GPT-2 Layer Activation Similarity May 14 2025 (1)

The similarity in each layer is usually above 0.96, reaching 0.9980 in the last layer! The pooled representations are basically pointing the same way!

It doesn't even matter if the sentences make sense! For example, compare:

text_a = "abcdef"
text_b = "Cooking mushrooms in a pot is hard."

and the same process would give:

GPT-2 Layer Activation Similarity May 14 2025 (2)

even more similar than before.

Comparing representations of tokens at the final hidden layer

We can also compare the similarity of representations of different tokens of the same sentence. Just pass the sentence through GPT-2, get the token representations from the final hidden layer, and compare their cosine similarity.

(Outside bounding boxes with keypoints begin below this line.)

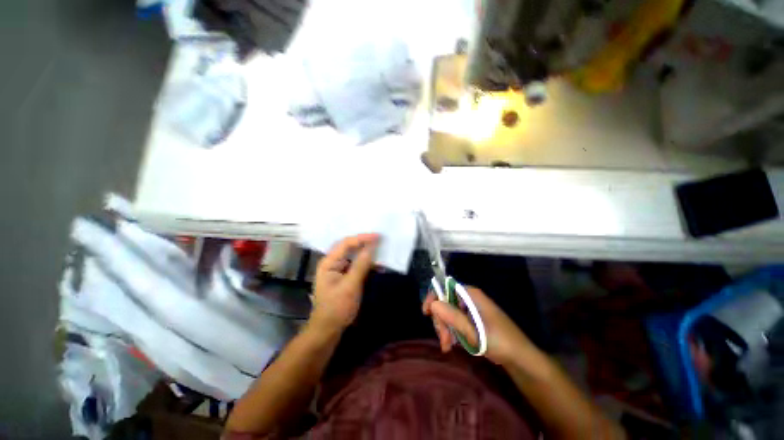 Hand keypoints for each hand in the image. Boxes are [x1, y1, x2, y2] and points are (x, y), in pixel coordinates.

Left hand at [310, 234, 378, 332]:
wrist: (328, 330)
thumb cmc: (337, 308)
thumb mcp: (350, 286)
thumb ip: (361, 265)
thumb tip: (372, 247)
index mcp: (329, 262)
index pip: (346, 243)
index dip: (362, 238)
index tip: (378, 236)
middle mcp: (332, 263)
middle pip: (349, 247)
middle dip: (364, 242)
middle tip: (380, 239)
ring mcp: (338, 270)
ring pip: (353, 255)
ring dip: (366, 252)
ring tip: (380, 248)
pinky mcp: (344, 277)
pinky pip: (356, 265)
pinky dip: (366, 263)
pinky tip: (377, 264)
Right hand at [423, 285, 532, 364]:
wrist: (520, 359)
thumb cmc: (500, 342)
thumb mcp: (476, 332)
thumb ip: (454, 318)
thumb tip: (433, 304)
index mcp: (471, 295)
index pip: (446, 287)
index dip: (434, 297)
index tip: (426, 313)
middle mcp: (469, 299)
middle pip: (445, 302)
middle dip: (440, 320)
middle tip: (443, 340)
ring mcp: (470, 309)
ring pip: (448, 313)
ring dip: (444, 328)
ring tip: (447, 346)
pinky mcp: (471, 320)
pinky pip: (455, 321)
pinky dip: (450, 332)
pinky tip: (451, 345) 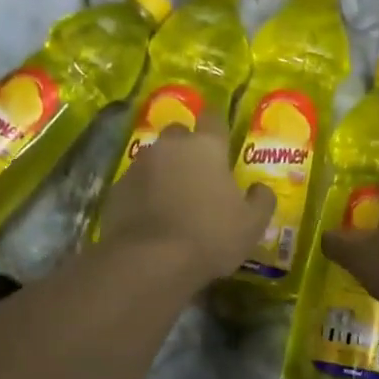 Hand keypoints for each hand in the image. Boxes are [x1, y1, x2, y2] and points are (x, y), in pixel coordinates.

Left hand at [98, 112, 274, 285]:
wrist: (150, 261)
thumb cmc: (210, 236)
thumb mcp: (252, 224)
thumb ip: (261, 200)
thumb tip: (260, 188)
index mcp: (206, 146)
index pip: (213, 118)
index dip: (218, 128)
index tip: (223, 141)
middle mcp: (170, 146)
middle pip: (179, 133)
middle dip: (187, 147)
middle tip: (198, 172)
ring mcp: (139, 165)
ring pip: (155, 157)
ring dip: (164, 170)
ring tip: (173, 198)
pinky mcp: (117, 189)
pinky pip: (136, 183)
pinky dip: (144, 193)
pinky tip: (151, 216) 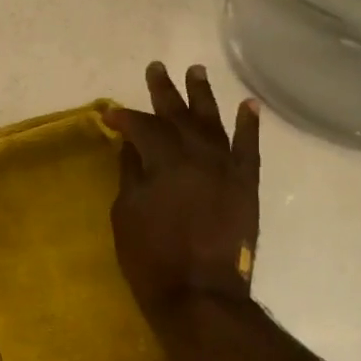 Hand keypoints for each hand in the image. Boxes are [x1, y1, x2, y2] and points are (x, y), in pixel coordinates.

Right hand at [108, 61, 260, 327]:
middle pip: (179, 115)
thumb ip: (130, 174)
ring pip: (214, 122)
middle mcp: (199, 154)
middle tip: (157, 68)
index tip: (110, 114)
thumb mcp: (126, 213)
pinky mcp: (247, 185)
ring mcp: (227, 168)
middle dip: (164, 91)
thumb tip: (131, 147)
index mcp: (165, 160)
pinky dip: (249, 125)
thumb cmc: (151, 256)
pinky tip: (247, 105)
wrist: (200, 293)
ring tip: (196, 71)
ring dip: (203, 96)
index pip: (143, 127)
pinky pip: (249, 148)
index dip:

GPT-2 Layer Activation Similarity May 14 2025 (3)

So, all the tokens have very similar representations as far as direction goes (smallest similarity is 0.92).

This does not mean we can get rid of the “cone” by collapsing it to a fixed unit direction with a variable, input-dependent, magnitude. Those small directional differences still hold important info for generating text.